VIVA – Kepala Staf
Kepresidenan, Jenderal (purn) TNI Moeldoko, menceritakan kisahnya saat
menghadapi situasi politik saat Pemilu Presiden 2014. Saat itu, Moeldoko masih
menjabat Panglima TNI.
Mengingat
saat itu adalah Tahun Pemilu, Jenderal Moeldoko dituntut benar-benar netral
memimpin TNI, dengan tidak memihak ke salah satu kandidat. Namun, Moeldoko
mengungkapkan ada saja yang curiga bahwa dia tidak akan netral, mengingat salah
satu kandidat saat itu adalah purnawirawan TNI, Prabowo Subianto.

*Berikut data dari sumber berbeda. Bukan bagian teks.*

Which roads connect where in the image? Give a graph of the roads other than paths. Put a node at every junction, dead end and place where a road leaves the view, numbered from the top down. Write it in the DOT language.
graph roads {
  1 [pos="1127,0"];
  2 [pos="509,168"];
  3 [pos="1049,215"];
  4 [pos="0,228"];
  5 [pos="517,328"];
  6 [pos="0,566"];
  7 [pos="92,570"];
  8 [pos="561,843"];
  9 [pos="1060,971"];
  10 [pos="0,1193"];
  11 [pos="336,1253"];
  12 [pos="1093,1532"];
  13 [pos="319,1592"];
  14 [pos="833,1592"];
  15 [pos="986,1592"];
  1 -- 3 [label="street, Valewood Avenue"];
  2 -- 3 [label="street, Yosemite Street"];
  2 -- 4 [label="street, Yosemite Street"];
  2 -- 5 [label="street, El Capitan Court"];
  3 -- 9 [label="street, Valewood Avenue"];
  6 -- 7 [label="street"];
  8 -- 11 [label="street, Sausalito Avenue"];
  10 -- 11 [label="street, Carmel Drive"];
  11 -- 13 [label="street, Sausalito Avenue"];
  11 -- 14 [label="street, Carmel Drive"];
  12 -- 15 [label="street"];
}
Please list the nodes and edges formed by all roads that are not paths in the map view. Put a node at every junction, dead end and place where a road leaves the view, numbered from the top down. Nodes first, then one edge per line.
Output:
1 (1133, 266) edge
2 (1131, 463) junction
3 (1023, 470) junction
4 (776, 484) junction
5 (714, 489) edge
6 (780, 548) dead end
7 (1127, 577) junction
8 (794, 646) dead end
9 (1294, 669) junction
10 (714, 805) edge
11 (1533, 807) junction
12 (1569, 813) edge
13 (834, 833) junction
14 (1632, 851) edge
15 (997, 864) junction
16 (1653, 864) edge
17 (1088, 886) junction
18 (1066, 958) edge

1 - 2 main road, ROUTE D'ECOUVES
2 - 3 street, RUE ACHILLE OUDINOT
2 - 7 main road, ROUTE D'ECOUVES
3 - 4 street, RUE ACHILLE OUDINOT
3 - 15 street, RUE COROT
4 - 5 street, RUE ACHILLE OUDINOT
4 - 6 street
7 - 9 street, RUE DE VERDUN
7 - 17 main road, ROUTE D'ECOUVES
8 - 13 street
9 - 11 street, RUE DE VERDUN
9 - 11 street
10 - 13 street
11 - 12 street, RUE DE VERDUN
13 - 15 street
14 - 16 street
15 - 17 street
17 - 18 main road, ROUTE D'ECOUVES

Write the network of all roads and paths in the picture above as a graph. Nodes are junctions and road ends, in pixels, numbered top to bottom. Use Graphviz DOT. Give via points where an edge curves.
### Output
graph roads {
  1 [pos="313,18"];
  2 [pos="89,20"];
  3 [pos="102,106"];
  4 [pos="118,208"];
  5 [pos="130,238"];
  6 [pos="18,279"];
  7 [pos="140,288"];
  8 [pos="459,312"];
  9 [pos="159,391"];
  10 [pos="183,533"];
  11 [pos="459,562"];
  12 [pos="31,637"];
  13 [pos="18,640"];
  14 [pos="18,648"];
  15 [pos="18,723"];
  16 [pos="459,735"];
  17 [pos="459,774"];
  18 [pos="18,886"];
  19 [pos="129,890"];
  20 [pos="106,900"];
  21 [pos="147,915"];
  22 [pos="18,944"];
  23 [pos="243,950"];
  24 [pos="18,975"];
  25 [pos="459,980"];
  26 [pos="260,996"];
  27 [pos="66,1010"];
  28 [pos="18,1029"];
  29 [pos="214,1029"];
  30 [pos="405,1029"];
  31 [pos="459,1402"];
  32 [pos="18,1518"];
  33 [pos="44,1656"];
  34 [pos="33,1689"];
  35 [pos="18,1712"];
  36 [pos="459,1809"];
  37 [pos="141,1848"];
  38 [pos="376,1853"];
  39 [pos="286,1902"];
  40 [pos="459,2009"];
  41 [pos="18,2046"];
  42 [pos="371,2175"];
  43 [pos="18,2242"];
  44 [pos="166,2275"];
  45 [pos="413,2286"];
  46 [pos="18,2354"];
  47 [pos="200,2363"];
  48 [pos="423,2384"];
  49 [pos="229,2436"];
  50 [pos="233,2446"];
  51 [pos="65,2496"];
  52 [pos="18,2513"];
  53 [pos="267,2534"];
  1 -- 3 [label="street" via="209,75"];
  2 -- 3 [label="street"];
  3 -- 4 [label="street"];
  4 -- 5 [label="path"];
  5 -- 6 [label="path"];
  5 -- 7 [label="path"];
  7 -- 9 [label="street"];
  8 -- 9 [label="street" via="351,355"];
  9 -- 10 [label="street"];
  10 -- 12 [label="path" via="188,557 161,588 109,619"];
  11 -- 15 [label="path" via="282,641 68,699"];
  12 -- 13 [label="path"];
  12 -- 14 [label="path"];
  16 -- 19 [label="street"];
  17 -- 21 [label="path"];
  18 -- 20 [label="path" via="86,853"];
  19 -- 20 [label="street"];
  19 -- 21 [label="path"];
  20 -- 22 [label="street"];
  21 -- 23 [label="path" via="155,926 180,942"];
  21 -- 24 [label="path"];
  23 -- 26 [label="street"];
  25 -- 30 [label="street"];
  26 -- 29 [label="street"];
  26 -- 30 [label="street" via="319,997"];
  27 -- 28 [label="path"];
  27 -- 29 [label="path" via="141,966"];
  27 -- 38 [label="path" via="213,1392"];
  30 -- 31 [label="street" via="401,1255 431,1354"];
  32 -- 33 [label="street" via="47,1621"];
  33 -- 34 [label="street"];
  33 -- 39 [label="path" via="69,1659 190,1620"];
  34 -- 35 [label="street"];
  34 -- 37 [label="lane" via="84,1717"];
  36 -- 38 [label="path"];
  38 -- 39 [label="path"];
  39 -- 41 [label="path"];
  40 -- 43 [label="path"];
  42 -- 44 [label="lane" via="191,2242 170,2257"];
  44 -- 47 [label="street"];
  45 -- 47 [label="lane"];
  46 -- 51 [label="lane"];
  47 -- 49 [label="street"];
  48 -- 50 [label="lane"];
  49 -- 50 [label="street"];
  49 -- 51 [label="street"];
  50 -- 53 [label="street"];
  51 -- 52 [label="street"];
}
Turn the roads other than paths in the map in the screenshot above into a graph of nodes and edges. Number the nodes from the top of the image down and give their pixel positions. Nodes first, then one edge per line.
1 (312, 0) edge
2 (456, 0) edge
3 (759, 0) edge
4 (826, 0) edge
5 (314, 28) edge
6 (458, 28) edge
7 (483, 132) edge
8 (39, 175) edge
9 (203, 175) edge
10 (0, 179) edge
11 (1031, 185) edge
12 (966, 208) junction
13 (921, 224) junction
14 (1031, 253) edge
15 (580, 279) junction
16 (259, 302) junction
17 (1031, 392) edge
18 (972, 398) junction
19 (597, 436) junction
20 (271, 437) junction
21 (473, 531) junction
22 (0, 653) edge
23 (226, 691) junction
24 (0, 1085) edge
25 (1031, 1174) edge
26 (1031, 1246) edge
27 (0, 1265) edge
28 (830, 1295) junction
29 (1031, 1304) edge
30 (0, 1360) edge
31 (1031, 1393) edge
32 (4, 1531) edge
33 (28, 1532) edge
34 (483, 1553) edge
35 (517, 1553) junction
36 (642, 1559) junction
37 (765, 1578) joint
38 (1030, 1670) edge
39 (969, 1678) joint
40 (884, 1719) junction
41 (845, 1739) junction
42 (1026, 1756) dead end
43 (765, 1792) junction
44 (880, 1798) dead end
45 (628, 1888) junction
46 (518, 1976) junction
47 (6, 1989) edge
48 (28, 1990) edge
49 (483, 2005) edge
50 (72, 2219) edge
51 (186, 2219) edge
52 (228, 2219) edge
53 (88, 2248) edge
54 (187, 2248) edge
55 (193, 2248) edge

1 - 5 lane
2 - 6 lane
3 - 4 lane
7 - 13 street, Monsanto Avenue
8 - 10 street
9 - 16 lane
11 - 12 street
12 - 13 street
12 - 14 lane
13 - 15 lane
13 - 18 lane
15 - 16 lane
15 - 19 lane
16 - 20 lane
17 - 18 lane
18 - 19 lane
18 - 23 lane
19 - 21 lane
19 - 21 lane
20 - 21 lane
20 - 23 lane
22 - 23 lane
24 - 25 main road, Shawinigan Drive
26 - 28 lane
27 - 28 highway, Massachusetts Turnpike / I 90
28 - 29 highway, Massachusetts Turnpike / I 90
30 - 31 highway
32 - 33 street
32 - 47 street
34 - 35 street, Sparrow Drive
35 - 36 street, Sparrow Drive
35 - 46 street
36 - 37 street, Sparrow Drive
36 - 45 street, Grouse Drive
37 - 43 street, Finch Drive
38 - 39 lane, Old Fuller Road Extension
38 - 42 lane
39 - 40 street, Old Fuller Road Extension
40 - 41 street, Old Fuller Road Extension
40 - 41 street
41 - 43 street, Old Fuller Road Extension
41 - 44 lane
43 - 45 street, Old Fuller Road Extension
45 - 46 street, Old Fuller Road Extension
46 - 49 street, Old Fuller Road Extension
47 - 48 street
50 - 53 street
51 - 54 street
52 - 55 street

"Saya pikir situasi Pemilu
saat saya jadi panglima agak kurang baik. Karena waktu itu ada dua kekuatan face to face. Salah satu kandidat
adalah mantan TNI, sedangkan saya menjabat Panglima TNI, sehingga ada
kecenderungan masyarakat curiga pada TNI," ujar Moeldoko, Rabu 24 Januari
2018, saat membuka Seminar Pilkada Damai yang diselenggarakan Gerakan Pemuda
Islam Indonesia di Jakarta.
Meski dicurigai, Moeldoko selalu menegaskan bahwa pihaknya dalam posisi netral.
TNI tidak akan bisa dipengaruhi dan tidak mau dipengaruhi oleh politik praktis.
Posisi
itu, kata Moeldoko, adalah untuk memberi pesan kepada pihak luar dan internal
TNI. Kepada pihak luar, Moeldoko saat itu menyatakan agar jangan coba-coba
mempengaruhi netralitas TNI yang sudah dibangun sejak lama.
Sedangkan
untuk internal TNI saat itu, dia punya pendekatan yang lain kepada jajarannya.
Pesan yang dia sampaikan terkesan “sangar” demi mempertahankan netralitas TNI.
"Pesan
ke dalam, eh lu (prajurit) jangan macam-macam. Kalau macam-macam coba keluar
perintah saya sebagai panglima, leher kamu akan saya gorok," ucap
Moeldoko, yang kini juga berstatus Wakil Ketua Dewan Pembina Partai Hanura itu.
TNI,
saat itu, membutuhkan sikap tegas dari pimpinan atas berbagai kecurigaan
masyarakat. Dengan sikapnya saat itu, Moeldoko mengaku sangat efektif.
"Alhamdulillah
dengan pernyataan itu, semua dalam posisi terkunci, tidak bermain main,"
kata mantan Kepala Staf TNI Angkatan Darat itu.